In 2023, Libera – the anti-mafia network founded in 1994 and chaired by Don Ciotti – released the first edition of its “Diario di bordo” report, examining criminal activity in Italian ports, with a section also covering European ones. In 2025, the second edition was published, incorporating data for 2024. The study – curated by Marco Antonelli, Francesca Rispoli and Peppe Ruggiero, with contributions from Andrea Giambartolomei and Monica Usai – seeks to fill an information gap on the subject by offering a detailed analysis of illegal dynamics affecting national maritime ports.
The report begins with the assertion that organised crime, through the “systematic plundering” of public resources, stifles the country's economic development and undermines the integrity of key sectors such as port infrastructure. The analysis, based on data from the Customs Agency, the Guardia di Finanza and Assoporti's press review, acknowledges the limitations of available sources but aims to map the forms and evolution of illegality in Italian ports. In 2024, 115 cases of port-related criminal activity were recorded, a rise compared to the previous year.
The number of ports affected increased to thirty, with Livorno topping the list (16 cases), followed by Bari and Genoa (10 each). Bari in particular saw the most marked increase, rising from a single case in 2023 to ten in 2024. Criminal activity was most concentrated in Liguria (18 incidents), Tuscany (17), Apulia (16) and Campania (15), with five new ports added to the list, expanding the geographic spread.

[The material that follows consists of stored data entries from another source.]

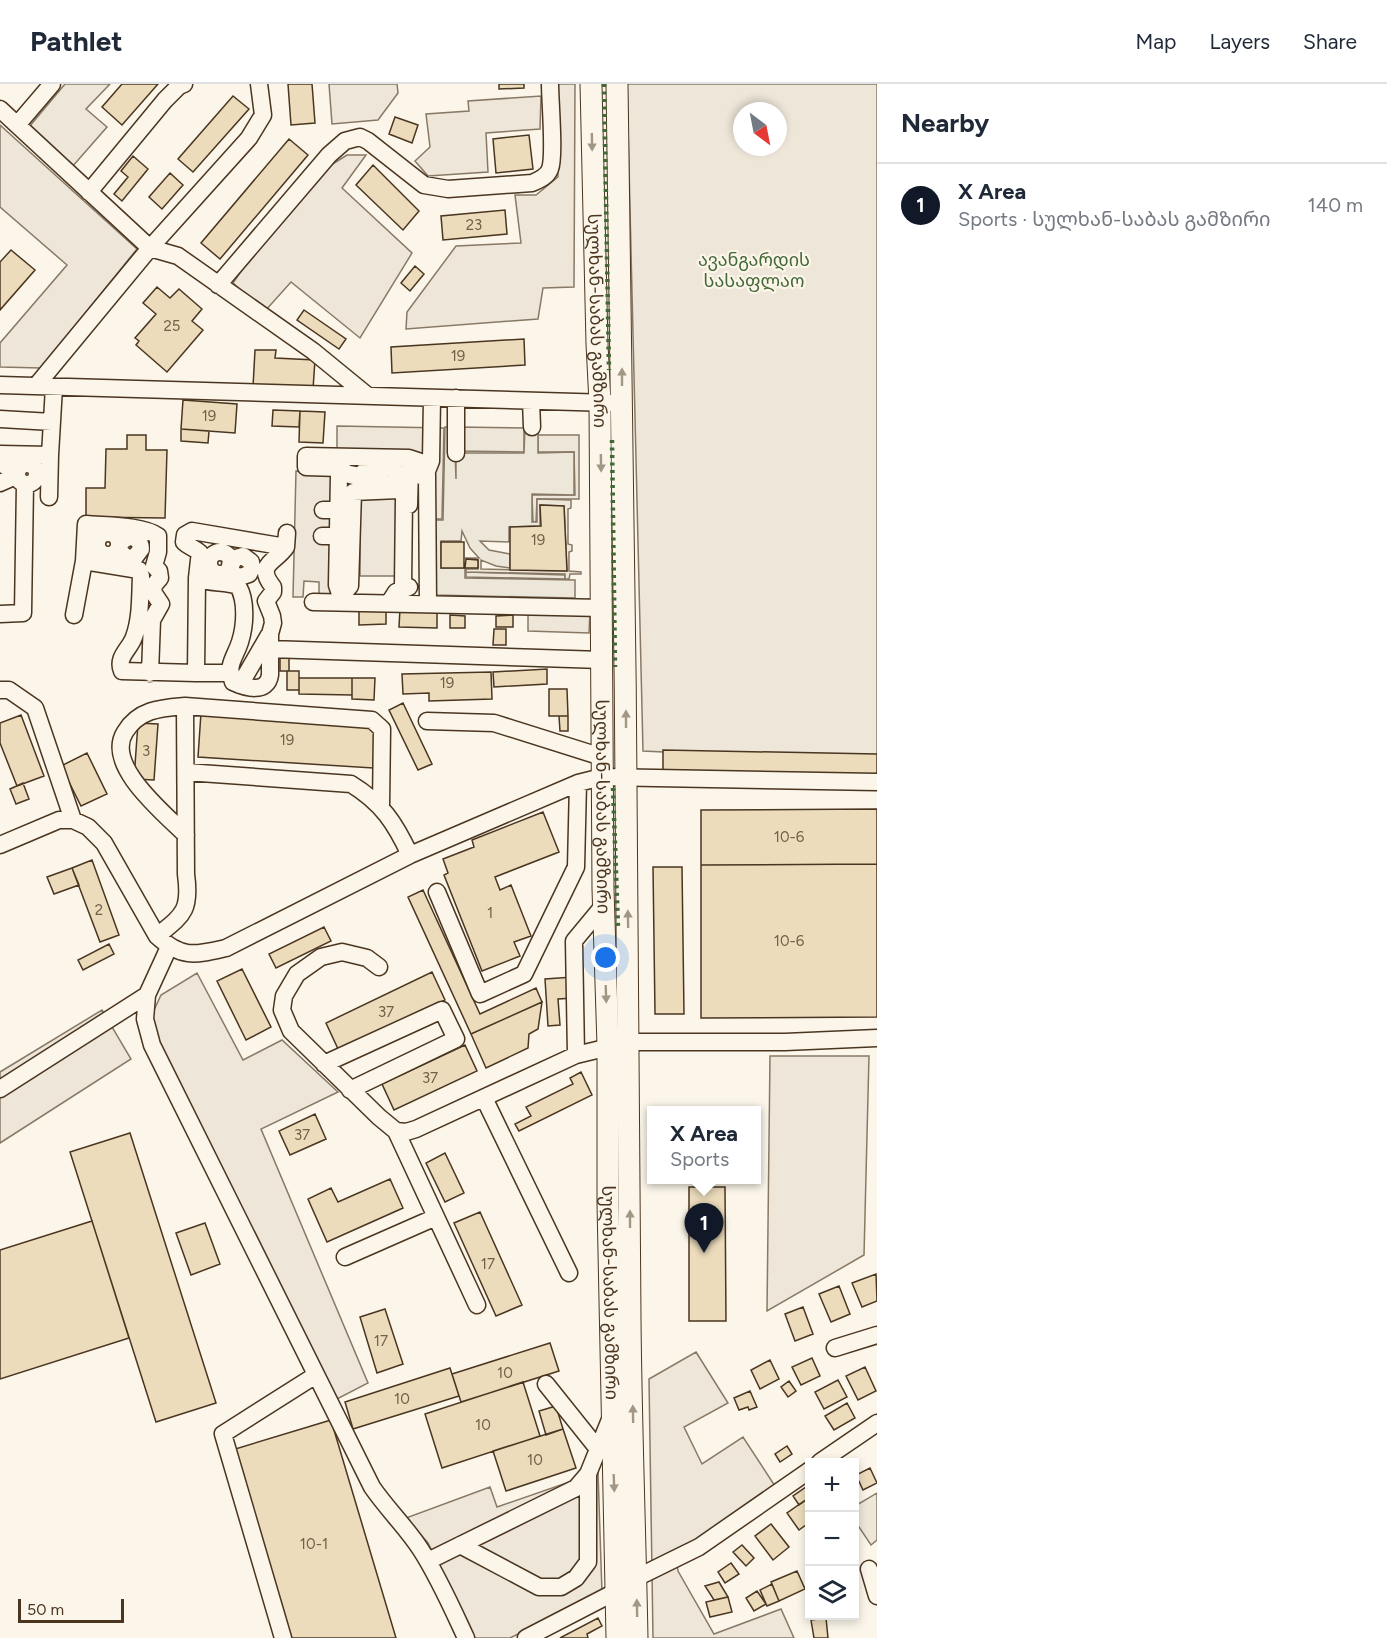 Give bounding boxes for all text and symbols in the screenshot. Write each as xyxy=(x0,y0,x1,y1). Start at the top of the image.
text: Pathlet xyxy=(30,24,122,58)
text: Map xyxy=(1136,29,1176,54)
text: Layers xyxy=(1209,29,1270,54)
text: Share xyxy=(1303,29,1357,54)
north arrow xyxy=(733,102,787,156)
text: Nearby xyxy=(901,107,989,139)
one-way arrow xyxy=(587,133,597,152)
text: X Area xyxy=(958,178,1026,205)
text: 1 xyxy=(916,193,925,217)
text: 140 m xyxy=(1308,193,1363,217)
text: Sports · სულხან-საბას გამზირი xyxy=(958,207,1271,231)
street label: სულხან-საბას გამზირი xyxy=(583,213,611,428)
house number: 23 xyxy=(466,216,482,234)
park label: ავანგარდის სასაფლაო xyxy=(698,249,810,292)
house number: 25 xyxy=(163,317,181,335)
house number: 19 xyxy=(451,347,465,365)
one-way arrow xyxy=(617,368,627,387)
house number: 19 xyxy=(202,407,216,425)
one-way arrow xyxy=(596,454,606,473)
house number: 19 xyxy=(531,531,545,549)
house number: 19 xyxy=(440,674,454,692)
street label: სულხან-საბას გამზირი xyxy=(591,699,615,914)
one-way arrow xyxy=(621,710,631,729)
house number: 19 xyxy=(280,731,294,749)
house number: 3 xyxy=(142,742,150,760)
house number: 10-6 xyxy=(774,828,805,846)
house number: 2 xyxy=(95,901,103,919)
house number: 1 xyxy=(487,904,493,922)
one-way arrow xyxy=(623,910,633,929)
house number: 10-6 xyxy=(774,932,805,950)
your location xyxy=(591,943,620,972)
one-way arrow xyxy=(601,985,611,1004)
house number: 37 xyxy=(378,1003,394,1021)
house number: 37 xyxy=(422,1069,438,1087)
popup xyxy=(647,1106,761,1184)
text: X Area xyxy=(670,1120,738,1147)
house number: 37 xyxy=(294,1126,310,1144)
text: Sports xyxy=(670,1147,729,1171)
street label: სულხან-საბას გამზირი xyxy=(597,1185,623,1400)
pin: 1 xyxy=(684,1204,724,1253)
one-way arrow xyxy=(625,1210,635,1229)
house number: 17 xyxy=(481,1255,495,1273)
house number: 17 xyxy=(374,1332,388,1350)
house number: 10 xyxy=(497,1364,513,1382)
house number: 10 xyxy=(394,1390,410,1408)
one-way arrow xyxy=(628,1405,637,1424)
house number: 10 xyxy=(475,1416,491,1434)
house number: 10 xyxy=(527,1451,543,1469)
map controls xyxy=(805,1458,859,1620)
button: + xyxy=(805,1458,859,1512)
one-way arrow xyxy=(609,1474,618,1493)
button: − xyxy=(805,1512,859,1566)
house number: 10-1 xyxy=(300,1535,328,1553)
button: layers xyxy=(805,1566,859,1620)
scale bar xyxy=(18,1596,124,1624)
one-way arrow xyxy=(632,1598,642,1617)
text: 50 m xyxy=(27,1600,64,1619) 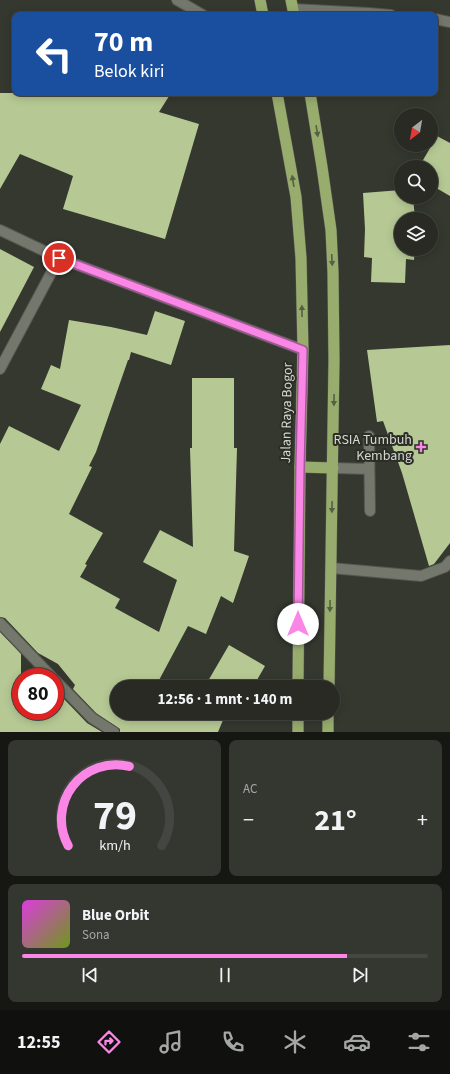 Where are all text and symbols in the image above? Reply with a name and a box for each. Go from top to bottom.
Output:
text: 70 m [94,22,153,62]
icon: left [28,28,80,80]
text: Belok kiri [94,59,164,84]
north arrow [394,108,438,152]
map controls [394,108,438,256]
one-way arrow [314,125,320,138]
button: search [394,160,438,204]
one-way arrow [290,175,296,188]
button: layers [394,212,438,256]
pin [42,241,76,275]
icon: arrive [48,247,70,269]
one-way arrow [329,254,335,267]
one-way arrow [299,304,305,317]
street label: Jalan Raya Bogor [276,362,298,464]
one-way arrow [331,394,337,407]
place label: RSIA Tumbuh Kembang [334,430,412,466]
marker: RSIA Tumbuh Kembang [415,441,427,453]
one-way arrow [329,501,335,514]
one-way arrow [327,600,333,613]
position arrow [277,603,319,645]
speed limit sign: 80 [12,668,64,720]
text: 12:56 · 1 mnt · 140 m [158,689,292,710]
text: AC [243,780,257,798]
text: 79 [93,786,136,846]
text: 21° [314,799,357,842]
text: − [243,804,254,836]
text: + [417,804,428,836]
text: km/h [99,835,130,856]
text: Blue Orbit [82,905,149,926]
text: Sona [82,926,110,944]
icon: previous [79,964,101,986]
icon: pause [214,964,236,986]
icon: next [349,964,371,986]
icon: directions [95,1028,123,1056]
icon: music [157,1028,185,1056]
icon: phone [219,1028,247,1056]
icon: climate [281,1028,309,1056]
icon: car [343,1028,371,1056]
icon: filters [405,1028,433,1056]
text: 12:55 [17,1030,60,1055]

The most frequent illegal activities concerned the unlawful importation of goods, accounting for nearly 80% of incidents. This was followed by irregular exports, in-transit seizures, trafficking of counterfeit goods, drugs, smuggling, waste and, to a lesser extent, financial crimes. Cocaine remained the most seized substance, usually hidden on container ships, while China confirmed its status as the main origin of counterfeit products. Cigarette smuggling continued to be significant in Apulian ports, and there were also curious cases such as the illicit trafficking of sand, clams or coral.
Over the past three years (2022–2024), a total of 365 criminal events were recorded – averaging one every three days – with Genoa and Livorno leading the list (37 incidents each), followed by Ancona, Palermo, Naples and other major ports. Liguria, Sicily, Campania and Tuscany emerged as the most exposed regions. The report also looks back in time, tracing the involvement of organised crime in 69 Italian ports between 1994 and 2023, with 26 criminal networks identified, both Italian and foreign. Traditional mafias – the ’ndrangheta, camorra and cosa nostra – operate alongside Albanian, Chinese, Nigerian and Latin American groups, often collaborating to manage complex illicit flows such as drug and counterfeit goods trafficking. Infiltration extends to formally legal sectors as well, including logistics, shipbuilding, security services and public concessions.
Libera also turns its attention to northern European ports – Rotterdam, Antwerp and Hamburg – where stronger enforcement has triggered a “waterbed effect”, pushing illicit trafficking toward smaller ports in Scandinavia or West Africa. In the Netherlands, the arrest of drug “extractors” has dropped thanks to tools such as the Harc team, which integrates police, customs and the judiciary. Stricter controls, anti-corruption campaigns, surveillance technologies and a “virtual fence” of drones and cameras have bolstered security. Since January 2024, the European Ports Alliance has brought together 34 ports in a €200 million joint programme.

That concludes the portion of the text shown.